Why you can only read so much


Most of us can agree that frequent reading makes for good writing. It’s essential to read if you’re going to write and to do so often. The exception is people who say they’re readers and not writers although I doubt they’d make very terrible writers when they try to be. You can consume without creating, but you still learn about the process.

But how much does good writing rely on voracious reading? Granted, we read much more than we realize thanks to the Internet, but we seem to browse and scan more than we engage, which happens when we sit down with a book. Immersion and patience are important; we need both to craft meaningful writing. We also learn different patterns from reading prose or poetry than we do common web writing.

However, we could read forever and never set fingers to keys and earnestly compose. We can find style in the works of authors but not our own voice. Writing is an exploratory process that you can only learn about, not experience, when reading.

I can’t help but thinking of where we need to draw the line since the most common advice often conflicts with itself: “learn to write by reading” and “learn to write by writing.” Which is more true?

Listen to author Marilyn Singer’s answer, for example:

It may sound corny, but I always tell aspiring poets to read, read, read and write, write, write. I also tell them to observe the world around them, using all of their senses, and to do so with wonder and humor. And I advise them to listen to words and sentences and to pay attention to the kind of music they have.

You’re not going to “observe the world” with “all of [your] senses” when your nose is stuck in a book, but at the same time, Singer stresses the importance of “[listening] to words and sentences” and the “kind of music they have.”

The best practice seems to be a balance of reading and writing — of absorbing outside views and forming your own perspective through observation, contemplation, and imagination.
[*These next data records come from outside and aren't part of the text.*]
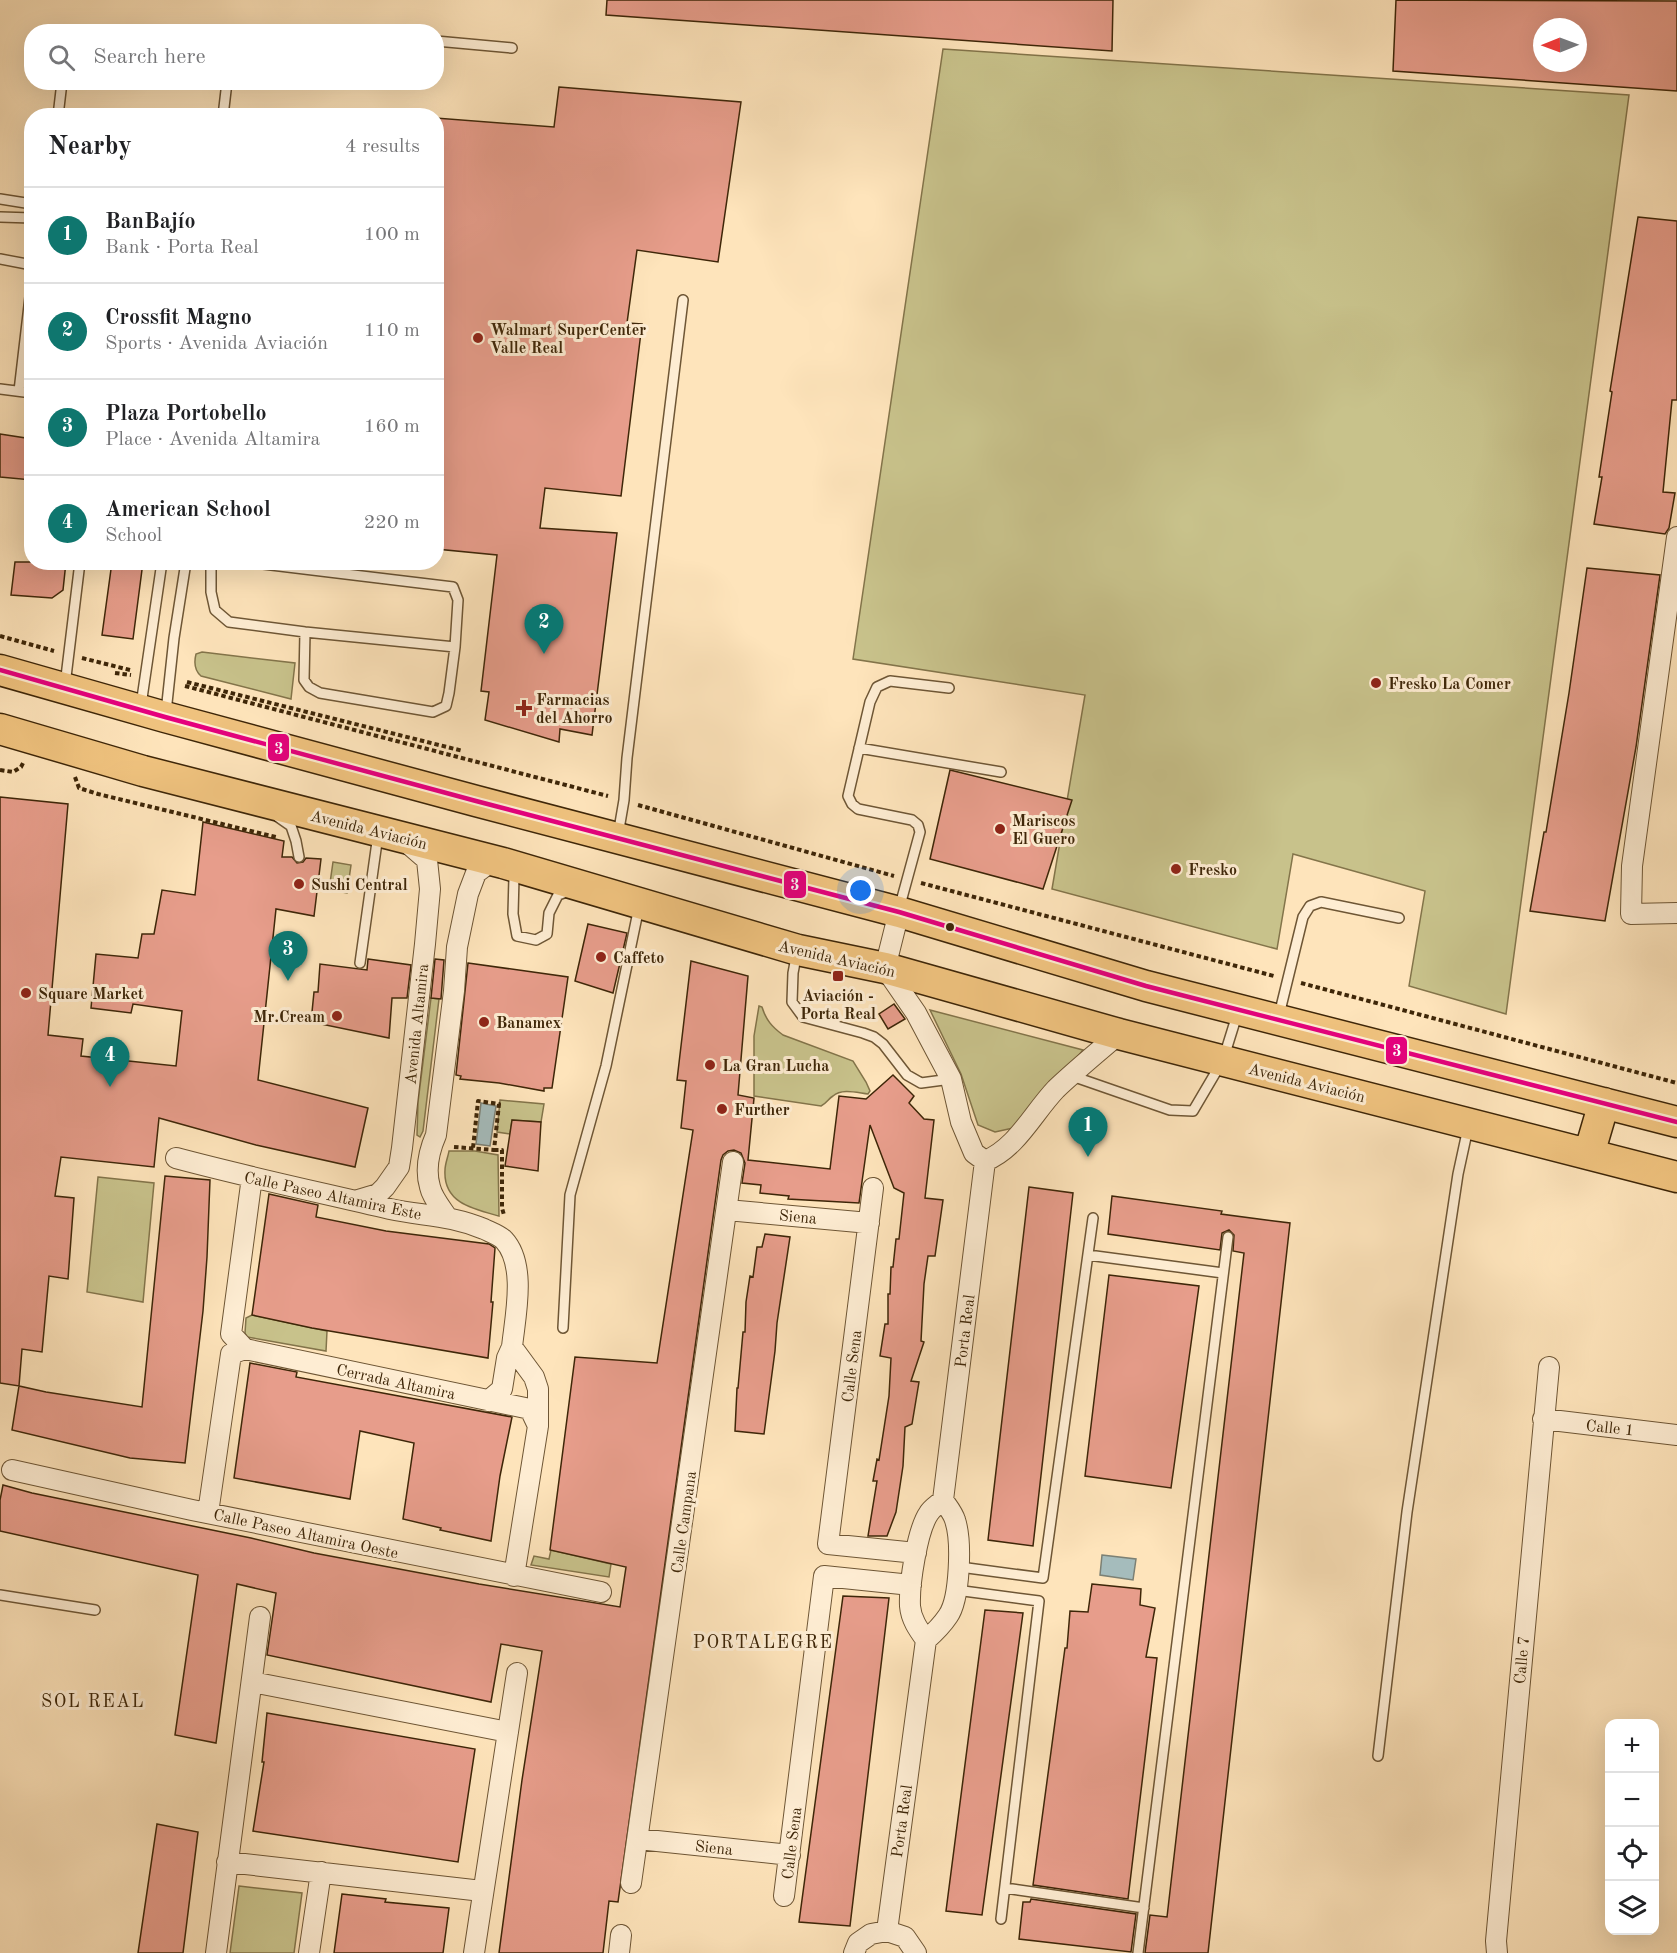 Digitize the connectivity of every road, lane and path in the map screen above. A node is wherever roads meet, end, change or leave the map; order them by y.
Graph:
1 (444, 42) edge
2 (513, 48) dead end
3 (61, 90) edge
4 (226, 90) edge
5 (59, 108) edge
6 (224, 108) edge
7 (0, 199) edge
8 (24, 203) edge
9 (0, 217) edge
10 (24, 218) edge
11 (0, 259) edge
12 (24, 264) edge
13 (683, 300) dead end
14 (24, 348) edge
15 (0, 389) edge
16 (19, 391) junction
17 (24, 392) edge
18 (1677, 537) edge
19 (79, 570) edge
20 (162, 570) edge
21 (185, 570) edge
22 (211, 570) edge
23 (312, 570) edge
24 (305, 633) junction
25 (455, 647) junction
26 (4, 668) edge
27 (65, 687) junction
28 (949, 688) dead end
29 (153, 713) junction
30 (0, 729) edge
31 (859, 748) junction
32 (463, 751) dead end
33 (1001, 772) dead end
34 (254, 800) junction
35 (624, 800) junction
36 (358, 827) junction
37 (400, 836) junction
38 (618, 837) junction
39 (299, 857) dead end
40 (497, 862) junction
41 (907, 880) junction
42 (580, 887) junction
43 (640, 903) junction
44 (899, 912) junction
45 (1677, 913) edge
46 (1399, 918) dead end
47 (425, 944) junction
48 (457, 947) junction
49 (798, 950) junction
50 (360, 963) dead end
51 (885, 968) junction
52 (1238, 1010) junction
53 (1278, 1020) junction
54 (1119, 1034) junction
55 (1222, 1060) junction
56 (1072, 1076) junction
57 (951, 1079) junction
58 (1604, 1103) junction
59 (1677, 1122) edge
60 (1470, 1123) junction
61 (447, 1146) dead end
62 (473, 1148) junction
63 (494, 1150) junction
64 (1589, 1154) junction
65 (176, 1158) dead end
66 (985, 1161) junction
67 (733, 1162) dead end
68 (252, 1177) junction
69 (1677, 1177) edge
70 (873, 1188) dead end
71 (358, 1200) junction
72 (727, 1210) junction
73 (447, 1217) junction
74 (1093, 1218) dead end
75 (869, 1222) junction
76 (497, 1225) junction
77 (1228, 1237) dead end
78 (1088, 1255) junction
79 (1223, 1273) junction
80 (563, 1328) dead end
81 (512, 1347) junction
82 (245, 1349) junction
83 (1549, 1366) dead end
84 (488, 1401) junction
85 (1543, 1419) junction
86 (538, 1426) junction
87 (1677, 1435) edge
88 (12, 1470) dead end
89 (943, 1500) junction
90 (200, 1512) junction
91 (916, 1553) junction
92 (960, 1567) junction
93 (520, 1577) junction
94 (911, 1585) junction
95 (956, 1590) junction
96 (601, 1592) dead end
97 (0, 1595) edge
98 (94, 1610) dead end
99 (260, 1617) dead end
100 (926, 1640) junction
101 (517, 1673) dead end
102 (252, 1682) junction
103 (508, 1732) junction
104 (1378, 1756) dead end
105 (638, 1839) junction
106 (790, 1855) junction
107 (227, 1862) junction
108 (321, 1872) junction
109 (632, 1882) dead end
110 (1005, 1888) junction
111 (482, 1891) junction
112 (784, 1896) dead end
113 (1144, 1908) junction
114 (1000, 1919) dead end
115 (887, 1931) junction
116 (216, 1953) edge
117 (309, 1953) edge
118 (474, 1953) edge
119 (854, 1953) edge
120 (916, 1953) edge
121 (1138, 1953) edge
122 (1497, 1953) edge

1 - 2 lane
3 - 5 lane
4 - 6 lane
7 - 8 lane
9 - 10 lane
11 - 12 lane
13 - 35 lane
14 - 16 lane
15 - 16 lane
16 - 17 lane
18 - 45 street
19 - 27 lane
20 - 29 lane
21 - 29 lane
22 - 24 lane
23 - 25 lane
24 - 25 lane
24 - 25 lane
26 - 27 main road
27 - 29 main road
28 - 31 lane
29 - 38 main road
30 - 34 main road, Avenida Aviación
31 - 33 lane
31 - 41 lane
32 - 35 path
34 - 36 main road, Avenida Aviación
34 - 39 lane
35 - 38 lane
35 - 41 path
36 - 37 main road, Avenida Aviación
36 - 50 lane
37 - 40 main road, Avenida Aviación
37 - 47 street, Avenida Altamira
38 - 44 main road
40 - 42 main road, Avenida Aviación
40 - 42 lane
40 - 48 street, Avenida Altamira
41 - 44 lane
42 - 43 main road, Avenida Aviación
43 - 49 main road, Avenida Aviación
43 - 80 lane
44 - 51 street
44 - 52 main road
46 - 53 lane
47 - 48 street
47 - 71 street, Avenida Altamira
48 - 73 street, Avenida Altamira
49 - 51 main road, Avenida Aviación
49 - 57 lane
51 - 54 main road, Avenida Aviación
51 - 57 street
52 - 53 main road
52 - 55 lane
53 - 58 main road
54 - 55 main road, Avenida Aviación
54 - 56 street
55 - 56 lane
55 - 60 main road, Avenida Aviación
56 - 66 street
57 - 66 street
58 - 59 main road
58 - 64 main road
60 - 64 main road, Avenida Aviación
60 - 104 lane
61 - 62 path
62 - 63 path
62 - 63 path
63 - 76 path
64 - 69 main road, Avenida Aviación
65 - 68 street, Calle Paseo Altamira Este
66 - 89 street, Porta Real
67 - 72 street, Calle Campana
68 - 71 street, Calle Paseo Altamira Este
68 - 82 street
70 - 75 street, Calle Sena
71 - 73 street, Calle Paseo Altamira Este
72 - 75 street, Siena
72 - 105 street, Calle Campana
73 - 76 street, Calle Paseo Altamira Este
74 - 78 lane
75 - 91 street, Calle Sena
76 - 81 street
77 - 79 lane
78 - 79 lane
78 - 92 lane
79 - 113 lane
81 - 84 street
81 - 86 street
82 - 84 street, Cerrada Altamira
82 - 90 street
83 - 85 street, Calle 7
84 - 86 street, Cerrada Altamira
85 - 87 street, Calle 1
85 - 122 street, Calle 7
86 - 93 street
88 - 90 street, Calle Paseo Altamira Oeste
89 - 91 street
89 - 92 street
90 - 93 street, Calle Paseo Altamira Oeste
91 - 94 street
92 - 95 street
93 - 96 street, Calle Paseo Altamira Oeste
94 - 100 street
94 - 106 street, Calle Sena
95 - 100 street
95 - 110 lane
97 - 98 lane
99 - 102 street
100 - 115 street, Porta Real
101 - 103 street
102 - 103 street
102 - 107 street
103 - 111 street
105 - 106 street, Siena
105 - 109 street, Calle Campana
106 - 112 street, Calle Sena
107 - 108 street
107 - 116 street
108 - 111 street
108 - 117 street
110 - 113 lane
110 - 114 lane
111 - 118 street
113 - 121 lane
115 - 119 street
115 - 120 street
Reading teaches you the music so you can make your own, but you have to take that tool and use it.

I find that reading other people’s work can refill the well of my own creativity when it runs dry, but it’s good to remember that you have your own voice and style that’s unique from everyone else’s. Take bits and pieces from your favorite authors and writers and assimilate them into your own writing, as that’s largely how we grow as writers. We listen to advice and heed example. Writing is about improving through practice; we build on layers of knowledge and understanding.

For your voice to be authentic and real, it can only ever be yours.

How much emphasis do you place on the interdependence between reading and writing?